Não tem só isso em Mosquito, já que o disco abre com uma balada alt-country cabisbaixa, Landslide, e vai partindo para algo mais agitado em seguida, com Angel cupid. A tal onda “anos 80” ganha outros elementos: algo grunge que parece evocar bandas como Smashing Pumpkins, Pearl Jam e Nirvana se insinua em faixas como This guy, Stung again e o college rock Guts. Já Brighter e Still thinking of you põem energia sessentista e sombria na história, lembrando o som de antigos girl groups (para se parecer mais com isso, falta só uma pandeirola).
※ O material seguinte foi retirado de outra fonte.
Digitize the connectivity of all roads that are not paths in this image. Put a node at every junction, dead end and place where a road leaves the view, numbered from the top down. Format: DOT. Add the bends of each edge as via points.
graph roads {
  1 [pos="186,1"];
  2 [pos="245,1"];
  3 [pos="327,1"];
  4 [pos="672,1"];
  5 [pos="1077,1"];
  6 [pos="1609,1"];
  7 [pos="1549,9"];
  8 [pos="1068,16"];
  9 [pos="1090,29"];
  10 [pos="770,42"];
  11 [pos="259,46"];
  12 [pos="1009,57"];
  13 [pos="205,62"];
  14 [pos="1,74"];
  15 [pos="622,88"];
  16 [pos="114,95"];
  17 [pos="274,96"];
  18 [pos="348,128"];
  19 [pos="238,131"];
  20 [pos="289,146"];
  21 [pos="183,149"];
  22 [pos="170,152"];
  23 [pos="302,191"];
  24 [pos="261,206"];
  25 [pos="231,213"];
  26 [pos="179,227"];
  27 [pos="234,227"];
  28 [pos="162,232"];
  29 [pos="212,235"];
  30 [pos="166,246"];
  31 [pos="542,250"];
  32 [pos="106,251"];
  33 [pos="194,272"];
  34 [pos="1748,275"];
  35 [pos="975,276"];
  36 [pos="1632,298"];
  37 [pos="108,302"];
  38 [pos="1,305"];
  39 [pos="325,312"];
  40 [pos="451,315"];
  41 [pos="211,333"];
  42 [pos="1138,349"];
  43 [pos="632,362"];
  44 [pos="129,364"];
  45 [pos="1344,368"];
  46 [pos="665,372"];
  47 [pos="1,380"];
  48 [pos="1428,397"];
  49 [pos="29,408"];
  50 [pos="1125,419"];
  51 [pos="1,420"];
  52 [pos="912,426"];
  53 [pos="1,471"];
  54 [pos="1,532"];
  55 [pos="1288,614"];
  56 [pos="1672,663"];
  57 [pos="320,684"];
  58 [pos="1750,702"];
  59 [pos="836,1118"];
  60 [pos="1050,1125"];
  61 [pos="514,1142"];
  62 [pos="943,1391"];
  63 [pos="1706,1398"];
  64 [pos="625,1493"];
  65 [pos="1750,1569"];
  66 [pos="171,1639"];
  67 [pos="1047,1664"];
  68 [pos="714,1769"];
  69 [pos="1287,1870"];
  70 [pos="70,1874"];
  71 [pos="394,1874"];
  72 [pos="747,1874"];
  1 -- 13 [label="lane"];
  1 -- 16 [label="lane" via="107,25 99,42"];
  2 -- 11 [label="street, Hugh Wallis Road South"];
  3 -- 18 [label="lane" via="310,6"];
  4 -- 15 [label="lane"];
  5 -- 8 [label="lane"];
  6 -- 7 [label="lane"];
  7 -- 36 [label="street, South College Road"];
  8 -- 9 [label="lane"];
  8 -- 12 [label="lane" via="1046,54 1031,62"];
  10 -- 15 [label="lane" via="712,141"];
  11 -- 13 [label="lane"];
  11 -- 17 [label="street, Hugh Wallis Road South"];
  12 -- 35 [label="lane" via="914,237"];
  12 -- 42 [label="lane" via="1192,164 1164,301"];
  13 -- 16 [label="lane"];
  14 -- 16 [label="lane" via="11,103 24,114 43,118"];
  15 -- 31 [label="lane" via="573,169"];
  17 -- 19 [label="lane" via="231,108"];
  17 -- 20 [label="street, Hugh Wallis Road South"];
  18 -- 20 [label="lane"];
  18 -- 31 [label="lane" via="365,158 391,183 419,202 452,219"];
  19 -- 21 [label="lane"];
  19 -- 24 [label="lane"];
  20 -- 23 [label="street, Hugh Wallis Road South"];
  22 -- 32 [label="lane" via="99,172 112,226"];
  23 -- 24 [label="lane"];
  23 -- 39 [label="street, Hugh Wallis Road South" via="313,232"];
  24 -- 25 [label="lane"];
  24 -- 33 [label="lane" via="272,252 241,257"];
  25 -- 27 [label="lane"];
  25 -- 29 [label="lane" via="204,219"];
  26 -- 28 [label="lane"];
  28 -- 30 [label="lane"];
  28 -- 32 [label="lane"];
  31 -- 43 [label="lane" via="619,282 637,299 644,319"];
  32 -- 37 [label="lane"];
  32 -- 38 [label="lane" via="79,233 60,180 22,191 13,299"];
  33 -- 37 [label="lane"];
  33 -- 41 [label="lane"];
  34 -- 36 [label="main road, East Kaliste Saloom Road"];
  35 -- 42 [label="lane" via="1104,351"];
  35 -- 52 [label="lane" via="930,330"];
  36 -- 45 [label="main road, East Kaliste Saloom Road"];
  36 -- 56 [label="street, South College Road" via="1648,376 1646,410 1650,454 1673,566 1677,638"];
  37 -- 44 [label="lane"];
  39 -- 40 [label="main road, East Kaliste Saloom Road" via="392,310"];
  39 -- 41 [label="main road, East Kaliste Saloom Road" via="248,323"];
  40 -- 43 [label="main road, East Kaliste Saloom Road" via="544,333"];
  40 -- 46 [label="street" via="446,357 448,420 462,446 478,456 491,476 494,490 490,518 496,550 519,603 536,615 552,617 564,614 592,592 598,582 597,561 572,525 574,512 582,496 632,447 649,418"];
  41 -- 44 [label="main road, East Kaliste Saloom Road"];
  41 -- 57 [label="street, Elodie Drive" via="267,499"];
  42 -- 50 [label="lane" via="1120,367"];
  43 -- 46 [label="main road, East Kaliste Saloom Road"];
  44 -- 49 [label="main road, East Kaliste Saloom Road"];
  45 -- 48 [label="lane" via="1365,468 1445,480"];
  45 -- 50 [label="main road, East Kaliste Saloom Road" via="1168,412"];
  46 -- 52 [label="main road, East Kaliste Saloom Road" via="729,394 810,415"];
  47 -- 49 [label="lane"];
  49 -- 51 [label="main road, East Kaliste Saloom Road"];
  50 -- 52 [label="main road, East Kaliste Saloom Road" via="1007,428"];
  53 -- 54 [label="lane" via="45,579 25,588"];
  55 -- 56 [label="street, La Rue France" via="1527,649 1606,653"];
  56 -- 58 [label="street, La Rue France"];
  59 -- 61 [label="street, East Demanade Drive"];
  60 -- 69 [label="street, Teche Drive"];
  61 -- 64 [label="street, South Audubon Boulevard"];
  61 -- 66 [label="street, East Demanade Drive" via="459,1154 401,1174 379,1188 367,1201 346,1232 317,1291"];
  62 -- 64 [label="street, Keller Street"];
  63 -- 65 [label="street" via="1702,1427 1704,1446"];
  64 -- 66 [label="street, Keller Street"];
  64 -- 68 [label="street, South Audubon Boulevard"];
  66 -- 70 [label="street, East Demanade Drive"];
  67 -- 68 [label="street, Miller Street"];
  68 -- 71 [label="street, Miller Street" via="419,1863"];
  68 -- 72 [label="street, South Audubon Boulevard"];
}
Esse lado college, vale dizer, fala alto no som do Hater: em alguns momentos, parece que você vai pra faculdade e pode deparar com um show da banda ali pelo campus. Só vale lembrar que se trata de uma banda sueca, e músicos suecos não pregam prego sem estopa: o material de Mosquito é quase sempre pop, cantarolável, feito para virar hit nem que seja no meio indie (e ainda que os integrantes da banda, se bobear, neguem as intenções até o fim). Rola até em Stinger, marcha pós-punk que lembra uma canção de Lou Reed transformada em ruído melódico puro.

Os beats do disco são suingados em boa parte do tempo, e fazem uma boa ligação dos anos 1980 com os 1990. Essa tensão de propósitos é bem equilibrada, não dá confusão e rende pelo menos uma obra-prima em Mosquito, que é a última faixa, Last summer I’ll spill, marcada por um baixo que praticamente cria outra melodia dentro da música, com um riff bem sacado. Pode adotar essa banda.